- _EXERCISE PROMPT_
Below are some entries. Copy each line in them that holds "Argentina".

[PROVIDED DATA — start]

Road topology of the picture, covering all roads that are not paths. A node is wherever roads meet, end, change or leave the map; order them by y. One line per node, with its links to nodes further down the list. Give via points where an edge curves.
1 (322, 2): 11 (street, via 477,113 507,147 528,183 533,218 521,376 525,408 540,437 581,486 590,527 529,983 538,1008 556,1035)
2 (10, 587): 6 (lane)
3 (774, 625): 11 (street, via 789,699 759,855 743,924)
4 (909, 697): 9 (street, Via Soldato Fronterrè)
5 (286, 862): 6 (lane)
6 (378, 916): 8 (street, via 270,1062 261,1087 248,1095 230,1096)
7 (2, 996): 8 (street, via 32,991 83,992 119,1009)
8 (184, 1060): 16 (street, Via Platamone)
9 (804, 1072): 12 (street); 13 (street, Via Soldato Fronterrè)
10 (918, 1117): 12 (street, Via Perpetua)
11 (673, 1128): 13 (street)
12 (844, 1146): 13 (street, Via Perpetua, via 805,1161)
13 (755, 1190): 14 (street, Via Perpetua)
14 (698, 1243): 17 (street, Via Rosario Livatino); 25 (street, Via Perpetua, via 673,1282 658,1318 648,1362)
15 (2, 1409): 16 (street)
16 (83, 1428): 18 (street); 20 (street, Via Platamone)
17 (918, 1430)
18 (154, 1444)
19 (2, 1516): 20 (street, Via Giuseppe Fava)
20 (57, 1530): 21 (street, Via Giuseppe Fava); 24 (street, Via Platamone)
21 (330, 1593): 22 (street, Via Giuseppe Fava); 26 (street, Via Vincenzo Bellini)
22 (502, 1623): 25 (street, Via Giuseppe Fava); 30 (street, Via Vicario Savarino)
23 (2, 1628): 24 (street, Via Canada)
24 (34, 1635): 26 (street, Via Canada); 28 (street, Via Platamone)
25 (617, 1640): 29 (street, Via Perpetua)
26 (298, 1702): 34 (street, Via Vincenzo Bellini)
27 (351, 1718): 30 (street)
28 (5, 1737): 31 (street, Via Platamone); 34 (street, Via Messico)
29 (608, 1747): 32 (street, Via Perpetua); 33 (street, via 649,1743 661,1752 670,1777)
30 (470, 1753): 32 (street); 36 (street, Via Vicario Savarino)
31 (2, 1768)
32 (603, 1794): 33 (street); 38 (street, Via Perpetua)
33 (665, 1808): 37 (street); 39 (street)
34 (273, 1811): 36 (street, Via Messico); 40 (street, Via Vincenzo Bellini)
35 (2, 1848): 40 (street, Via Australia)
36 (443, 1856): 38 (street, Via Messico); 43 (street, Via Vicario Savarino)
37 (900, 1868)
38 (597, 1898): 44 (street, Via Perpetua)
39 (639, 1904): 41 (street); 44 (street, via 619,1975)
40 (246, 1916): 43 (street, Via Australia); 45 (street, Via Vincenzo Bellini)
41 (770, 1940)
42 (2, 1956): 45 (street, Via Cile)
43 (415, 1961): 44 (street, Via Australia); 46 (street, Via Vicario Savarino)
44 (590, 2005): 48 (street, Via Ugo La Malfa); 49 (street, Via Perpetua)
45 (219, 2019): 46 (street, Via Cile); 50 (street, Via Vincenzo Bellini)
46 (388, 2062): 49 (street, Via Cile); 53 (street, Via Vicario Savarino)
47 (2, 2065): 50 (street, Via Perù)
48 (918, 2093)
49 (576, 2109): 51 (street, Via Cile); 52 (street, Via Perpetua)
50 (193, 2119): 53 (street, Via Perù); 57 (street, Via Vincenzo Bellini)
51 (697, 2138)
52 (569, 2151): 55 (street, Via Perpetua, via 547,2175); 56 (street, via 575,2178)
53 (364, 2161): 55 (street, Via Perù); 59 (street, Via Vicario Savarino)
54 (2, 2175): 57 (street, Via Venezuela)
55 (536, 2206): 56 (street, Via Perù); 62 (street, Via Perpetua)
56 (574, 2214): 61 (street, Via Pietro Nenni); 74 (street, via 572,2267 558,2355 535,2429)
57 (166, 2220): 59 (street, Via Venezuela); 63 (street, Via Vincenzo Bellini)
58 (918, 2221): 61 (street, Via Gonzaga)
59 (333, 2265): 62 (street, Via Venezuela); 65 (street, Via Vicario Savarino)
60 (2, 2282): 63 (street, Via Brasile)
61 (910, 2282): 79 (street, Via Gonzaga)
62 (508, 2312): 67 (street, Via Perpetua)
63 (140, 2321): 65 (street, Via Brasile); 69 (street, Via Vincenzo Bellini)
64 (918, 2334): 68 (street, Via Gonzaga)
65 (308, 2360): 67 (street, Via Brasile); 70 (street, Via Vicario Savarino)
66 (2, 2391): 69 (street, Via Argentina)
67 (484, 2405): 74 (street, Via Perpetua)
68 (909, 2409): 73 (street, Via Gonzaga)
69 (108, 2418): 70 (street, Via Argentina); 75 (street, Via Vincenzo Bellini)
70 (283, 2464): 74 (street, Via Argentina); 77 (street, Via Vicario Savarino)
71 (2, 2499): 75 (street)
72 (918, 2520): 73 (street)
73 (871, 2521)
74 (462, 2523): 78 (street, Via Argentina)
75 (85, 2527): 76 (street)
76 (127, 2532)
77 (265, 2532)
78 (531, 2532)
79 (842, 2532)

[PROVIDED DATA — finish]

- _ANSWER SPACE_
66 (2, 2391): 69 (street, Via Argentina)
69 (108, 2418): 70 (street, Via Argentina); 75 (street, Via Vincenzo Bellini)
70 (283, 2464): 74 (street, Via Argentina); 77 (street, Via Vicario Savarino)
74 (462, 2523): 78 (street, Via Argentina)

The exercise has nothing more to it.